**INPUT RECORDS:**
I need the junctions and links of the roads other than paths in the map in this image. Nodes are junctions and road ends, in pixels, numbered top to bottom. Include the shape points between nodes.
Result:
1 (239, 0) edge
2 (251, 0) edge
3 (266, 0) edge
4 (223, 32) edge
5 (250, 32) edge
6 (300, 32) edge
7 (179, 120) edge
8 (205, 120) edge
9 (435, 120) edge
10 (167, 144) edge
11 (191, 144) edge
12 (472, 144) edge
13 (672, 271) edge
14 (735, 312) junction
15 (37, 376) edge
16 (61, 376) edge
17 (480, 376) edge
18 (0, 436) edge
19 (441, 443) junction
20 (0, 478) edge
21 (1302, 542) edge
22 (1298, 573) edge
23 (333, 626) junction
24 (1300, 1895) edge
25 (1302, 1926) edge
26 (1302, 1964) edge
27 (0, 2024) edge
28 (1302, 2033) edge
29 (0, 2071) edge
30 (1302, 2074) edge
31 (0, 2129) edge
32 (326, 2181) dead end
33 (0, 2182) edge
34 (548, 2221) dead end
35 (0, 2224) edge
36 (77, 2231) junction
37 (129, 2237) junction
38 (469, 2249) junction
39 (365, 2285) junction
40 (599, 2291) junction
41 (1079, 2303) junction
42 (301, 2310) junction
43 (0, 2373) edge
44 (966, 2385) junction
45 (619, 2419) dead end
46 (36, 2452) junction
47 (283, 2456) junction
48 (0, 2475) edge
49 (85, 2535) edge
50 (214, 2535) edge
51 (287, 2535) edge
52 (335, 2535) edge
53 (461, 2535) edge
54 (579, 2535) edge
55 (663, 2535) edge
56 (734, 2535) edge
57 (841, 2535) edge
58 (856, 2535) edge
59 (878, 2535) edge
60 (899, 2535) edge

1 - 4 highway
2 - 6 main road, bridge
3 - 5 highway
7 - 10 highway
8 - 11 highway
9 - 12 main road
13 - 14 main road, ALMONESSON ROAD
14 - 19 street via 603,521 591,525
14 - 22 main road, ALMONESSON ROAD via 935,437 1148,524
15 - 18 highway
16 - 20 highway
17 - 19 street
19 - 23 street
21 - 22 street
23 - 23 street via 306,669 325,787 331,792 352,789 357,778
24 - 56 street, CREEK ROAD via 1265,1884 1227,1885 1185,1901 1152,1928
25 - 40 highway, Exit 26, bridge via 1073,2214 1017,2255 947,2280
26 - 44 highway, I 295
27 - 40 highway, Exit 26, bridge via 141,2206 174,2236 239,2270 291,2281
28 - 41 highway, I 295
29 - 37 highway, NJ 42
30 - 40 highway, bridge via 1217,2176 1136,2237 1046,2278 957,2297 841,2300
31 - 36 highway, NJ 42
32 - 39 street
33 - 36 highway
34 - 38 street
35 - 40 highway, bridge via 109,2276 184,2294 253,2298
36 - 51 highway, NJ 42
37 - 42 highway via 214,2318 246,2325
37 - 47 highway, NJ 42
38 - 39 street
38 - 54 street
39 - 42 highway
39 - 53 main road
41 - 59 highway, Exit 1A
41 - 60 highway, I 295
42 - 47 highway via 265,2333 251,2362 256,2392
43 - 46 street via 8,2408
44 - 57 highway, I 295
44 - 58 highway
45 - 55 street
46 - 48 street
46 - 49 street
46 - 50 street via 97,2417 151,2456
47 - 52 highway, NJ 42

**TASK INSTRUCTIONS:**
Say how many lines of the data include the word "Exit". Respond with the number alone.

**OUTPUT BELOW:**
3